I've been hammering on Apple (through the feedback channels) since the first-gen iPod, trying to point out that there's a whole ton of music out there (some of which Apple is actually pointing to in their press materials) that simply isn't listenable on the iPod in its proper form. If you think about it, there is almost literally no point in listening to DJ mixes on your iPod. Which is just silly.

The real kicker is that there isn't even a workaround. The file-joining methods mentioned here are a step in the right direction, but are ultimately quite flawed. Many MP3 encoders leave a very short silent gap at the beginnings of tracks, which will still be present after you've joined them together.

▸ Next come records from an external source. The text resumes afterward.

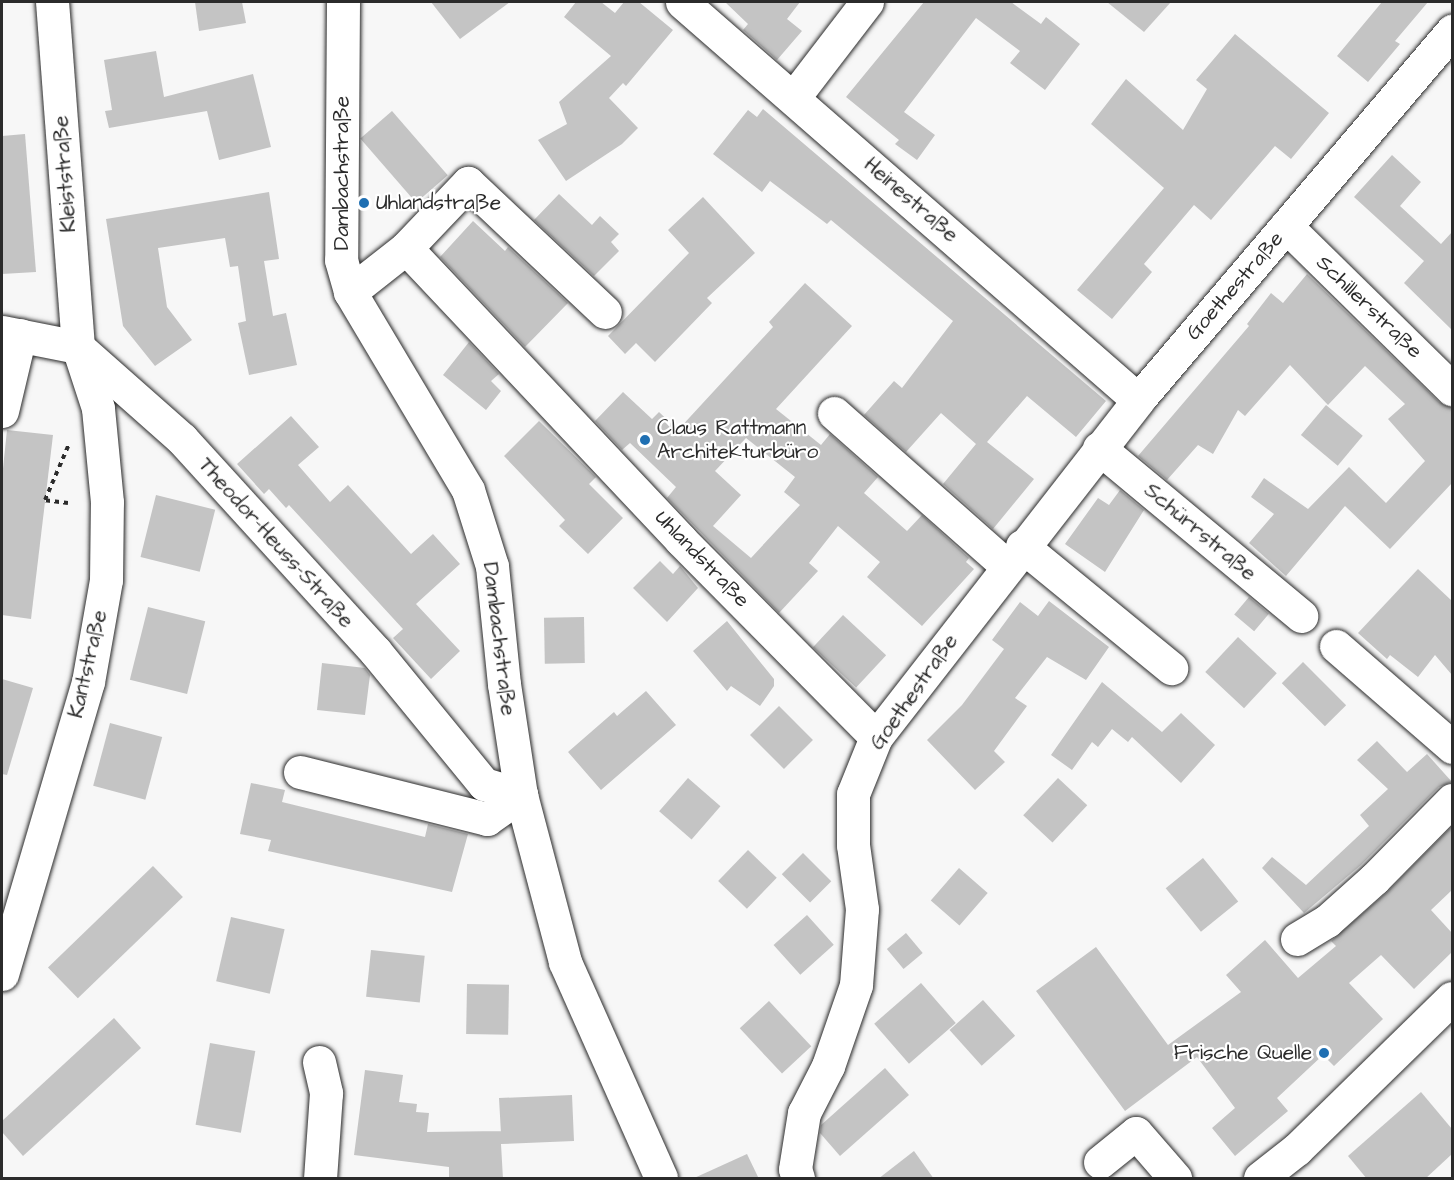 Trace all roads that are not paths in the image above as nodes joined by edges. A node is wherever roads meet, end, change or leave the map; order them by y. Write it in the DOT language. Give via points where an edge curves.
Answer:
graph roads {
  1 [pos="52,2"];
  2 [pos="343,2"];
  3 [pos="682,2"];
  4 [pos="867,2"];
  5 [pos="1452,31"];
  6 [pos="794,97"];
  7 [pos="1286,226"];
  8 [pos="406,248"];
  9 [pos="350,292"];
  10 [pos="605,312"];
  11 [pos="11,333"];
  12 [pos="78,347"];
  13 [pos="1452,389"];
  14 [pos="1138,400"];
  15 [pos="2,411"];
  16 [pos="834,413"];
  17 [pos="1099,448"];
  18 [pos="1015,556"];
  19 [pos="1301,616"];
  20 [pos="1336,646"];
  21 [pos="1172,668"];
  22 [pos="876,737"];
  23 [pos="1452,747"];
  24 [pos="300,772"];
  25 [pos="521,795"];
  26 [pos="1452,800"];
  27 [pos="1297,939"];
  28 [pos="2,974"];
  29 [pos="1452,998"];
  30 [pos="319,1062"];
  31 [pos="1100,1162"];
  32 [pos="320,1179"];
  33 [pos="661,1179"];
  34 [pos="798,1179"];
  35 [pos="1175,1179"];
  36 [pos="1260,1179"];
  1 -- 12 [label="street, Kleiststraße"];
  2 -- 9 [label="street, Dambachstraße" via="338,214 341,260"];
  3 -- 6 [label="street, Heinestraße"];
  4 -- 6 [label="street"];
  5 -- 7 [label="street, Goethestraße"];
  6 -- 14 [label="street, Heinestraße"];
  7 -- 13 [label="street, Schillerstraße"];
  7 -- 14 [label="street, Goethestraße"];
  8 -- 9 [label="street"];
  8 -- 10 [label="street" via="468,183"];
  8 -- 22 [label="street, Uhlandstraße" via="681,540"];
  9 -- 25 [label="street, Dambachstraße" via="468,490 492,566"];
  11 -- 12 [label="street"];
  11 -- 15 [label="street"];
  12 -- 25 [label="street, Theodor-Heuss-Straße" via="182,440 375,651 484,784"];
  12 -- 28 [label="street, Kantstraße" via="98,408 107,502 106,580 88,682"];
  14 -- 17 [label="street, Goethestraße"];
  16 -- 18 [label="street"];
  17 -- 18 [label="street, Goethestraße"];
  17 -- 19 [label="street, Schürrstraße"];
  18 -- 21 [label="street"];
  18 -- 22 [label="street, Goethestraße"];
  20 -- 23 [label="street"];
  22 -- 34 [label="street, Goethestraße" via="853,794 853,845 862,909 856,985 828,1066 804,1113 795,1169"];
  24 -- 25 [label="street" via="487,819"];
  25 -- 33 [label="street, Dambachstraße" via="565,962"];
  26 -- 27 [label="street" via="1374,879 1327,921"];
  29 -- 36 [label="street" via="1297,1149"];
  30 -- 32 [label="street" via="326,1093"];
  31 -- 35 [label="street" via="1136,1133"];
}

And even if you do manage to get a seamlessly joined long mix, it still sucks: As mentioned, you lose all the individual track metadata, but what's worse is that the iPod can't handle playing really long tracks without running out of buffer memory and needing to spin up the hard disk, which, sadly, adds in more gaps -- on my second-gen, once about every 20 mins or so.

This clearly adds up to simply being dumb, and it should be fixed.

Note: I'll take a gap every 20 minutes over one between every song mix, any day, so I tend to make full-set single tracks out of my mix albums. But to preserve the tracks' metadata, I simply keep a second copy of the album, all broken up and labelled. With storage space as cheap as it is these days, this really doesn't make any difference, and certainly helps.